What’s going on with React Native and Messenger? There’s many hot takes, but I’ll stick to my understanding of the facts. A thread so that I don’t have to copy and paste this in replies:
2. Many readers focused on the app being native. That shouldn’t be a surprise. The app was fully native before the rewrite, too! So it’s a native app — and rewritten to a native app. Turns out, squeezing out the last bits of performance is about more than “being 100% native”!
3. Was this a rewrite from RN? No, Messenger didn’t use React Native at the time it was rewritten.

Again, this is a native app rewritten to a native app. The big change is dropping all of the xplat shared FB infrastructure code (not RN) in favour of a lean core in plain C.
4. Did Messenger ever use RN? Yes, on a few screens in 2017. There was already too much fragmentation in how to build features for Messenger so it didn’t make sense and they removed it.

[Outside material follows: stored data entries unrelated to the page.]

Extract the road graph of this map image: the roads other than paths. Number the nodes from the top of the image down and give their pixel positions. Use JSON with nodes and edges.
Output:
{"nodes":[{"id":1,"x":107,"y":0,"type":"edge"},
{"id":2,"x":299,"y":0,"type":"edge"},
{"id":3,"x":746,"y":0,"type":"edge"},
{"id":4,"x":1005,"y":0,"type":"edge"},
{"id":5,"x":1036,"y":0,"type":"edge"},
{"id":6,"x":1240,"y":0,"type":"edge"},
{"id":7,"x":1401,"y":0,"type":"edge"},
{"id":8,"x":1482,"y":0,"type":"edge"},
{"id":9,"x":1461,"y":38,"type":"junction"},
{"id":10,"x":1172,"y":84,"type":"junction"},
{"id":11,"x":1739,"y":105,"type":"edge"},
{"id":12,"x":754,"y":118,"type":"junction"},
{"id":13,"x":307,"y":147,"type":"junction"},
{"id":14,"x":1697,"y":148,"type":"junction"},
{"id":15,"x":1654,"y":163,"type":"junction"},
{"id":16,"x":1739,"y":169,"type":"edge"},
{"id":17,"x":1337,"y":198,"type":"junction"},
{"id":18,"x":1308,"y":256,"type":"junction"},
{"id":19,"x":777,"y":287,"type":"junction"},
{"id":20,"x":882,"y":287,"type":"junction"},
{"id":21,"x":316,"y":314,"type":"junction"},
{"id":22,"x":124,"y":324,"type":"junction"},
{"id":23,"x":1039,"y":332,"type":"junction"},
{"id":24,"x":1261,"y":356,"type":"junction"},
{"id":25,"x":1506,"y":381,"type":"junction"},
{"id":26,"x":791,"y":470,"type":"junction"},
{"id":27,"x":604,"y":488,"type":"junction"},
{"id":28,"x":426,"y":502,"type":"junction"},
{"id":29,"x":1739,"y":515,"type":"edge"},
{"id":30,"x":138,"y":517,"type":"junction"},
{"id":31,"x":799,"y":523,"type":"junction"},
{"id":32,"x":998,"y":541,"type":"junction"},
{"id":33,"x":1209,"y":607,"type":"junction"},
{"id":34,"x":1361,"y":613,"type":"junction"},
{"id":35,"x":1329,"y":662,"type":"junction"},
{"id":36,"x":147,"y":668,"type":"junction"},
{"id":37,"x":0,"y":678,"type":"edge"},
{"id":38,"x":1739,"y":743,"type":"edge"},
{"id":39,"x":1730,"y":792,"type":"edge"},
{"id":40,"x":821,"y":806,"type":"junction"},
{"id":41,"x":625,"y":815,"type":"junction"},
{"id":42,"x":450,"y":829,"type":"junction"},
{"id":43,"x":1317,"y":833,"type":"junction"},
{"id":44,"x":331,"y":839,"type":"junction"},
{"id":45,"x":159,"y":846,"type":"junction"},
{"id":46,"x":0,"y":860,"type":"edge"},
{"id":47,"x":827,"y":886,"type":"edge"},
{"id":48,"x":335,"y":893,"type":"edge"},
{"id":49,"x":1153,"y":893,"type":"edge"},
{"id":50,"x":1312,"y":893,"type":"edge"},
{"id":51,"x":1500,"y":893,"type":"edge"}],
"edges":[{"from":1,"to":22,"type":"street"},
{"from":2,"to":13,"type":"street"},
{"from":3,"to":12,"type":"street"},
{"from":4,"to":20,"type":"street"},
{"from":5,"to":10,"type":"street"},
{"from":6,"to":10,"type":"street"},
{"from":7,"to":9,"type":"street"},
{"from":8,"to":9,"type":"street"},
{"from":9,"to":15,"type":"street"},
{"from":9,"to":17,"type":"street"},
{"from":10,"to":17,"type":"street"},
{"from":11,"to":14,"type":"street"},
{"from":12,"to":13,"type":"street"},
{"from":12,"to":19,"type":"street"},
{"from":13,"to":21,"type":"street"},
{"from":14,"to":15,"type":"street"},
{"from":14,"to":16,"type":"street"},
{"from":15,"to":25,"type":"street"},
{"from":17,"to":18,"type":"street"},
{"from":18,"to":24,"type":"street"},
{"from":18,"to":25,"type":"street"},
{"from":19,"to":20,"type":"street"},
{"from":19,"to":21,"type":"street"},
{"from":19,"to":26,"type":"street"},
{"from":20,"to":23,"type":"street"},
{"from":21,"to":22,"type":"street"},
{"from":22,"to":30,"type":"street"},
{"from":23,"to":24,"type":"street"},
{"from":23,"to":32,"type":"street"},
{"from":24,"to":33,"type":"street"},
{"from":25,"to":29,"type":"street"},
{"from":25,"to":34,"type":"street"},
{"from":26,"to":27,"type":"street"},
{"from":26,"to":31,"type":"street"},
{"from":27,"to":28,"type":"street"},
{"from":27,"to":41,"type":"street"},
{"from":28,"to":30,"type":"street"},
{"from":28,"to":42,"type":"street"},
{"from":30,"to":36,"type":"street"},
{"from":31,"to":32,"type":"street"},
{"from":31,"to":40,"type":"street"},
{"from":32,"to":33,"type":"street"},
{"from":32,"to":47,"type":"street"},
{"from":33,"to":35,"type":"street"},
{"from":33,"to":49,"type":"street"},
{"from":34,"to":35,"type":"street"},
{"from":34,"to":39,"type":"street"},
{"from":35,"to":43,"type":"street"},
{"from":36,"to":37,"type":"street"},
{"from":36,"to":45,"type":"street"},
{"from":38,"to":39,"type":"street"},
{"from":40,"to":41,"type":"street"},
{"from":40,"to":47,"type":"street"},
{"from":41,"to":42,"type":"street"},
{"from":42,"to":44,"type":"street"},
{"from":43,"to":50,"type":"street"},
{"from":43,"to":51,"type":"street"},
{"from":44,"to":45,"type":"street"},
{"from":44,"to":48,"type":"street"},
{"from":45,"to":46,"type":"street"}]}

Removing RN then didn’t “fix” the performance. They decided to rewrite the app from scratch.
5. The focus of the Twitter convos on being native is interesting. Some people even use it to justify hybrid apps with webviews — as if the post supports their argument. But in that sense, hybrid apps are even further from being native! That’s why RN is a great choice for many.
6. But the whole point is that “native” doesn’t guarantee “fast”. The old app was native, AND it was slow. The difference is in how they solved their requirements in a creative way. For example, they don’t write “native views” like everyone else to save size — UI is driven by DB!
7. Facebook’s investment in React Native is as high as ever. The main app has 750+ React Native screens, and it’s used for several standalone apps. It’s not the right tradeoff for Messenger, but this ethos (e.g. lean use of C) inspires a lot of the ongoing React Native work.
8. Facebook engineering culture is all about letting individual teams make choices and decide the tradeoffs for themselves. There’s always multiple competing frameworks and ways of doing things, with different strengths and weaknesses. We trust engineers to make those choices.
9. Anyone shouting about some grand narrative (“use RN for everything” or “RN is dying”) is probably trying to sell you something.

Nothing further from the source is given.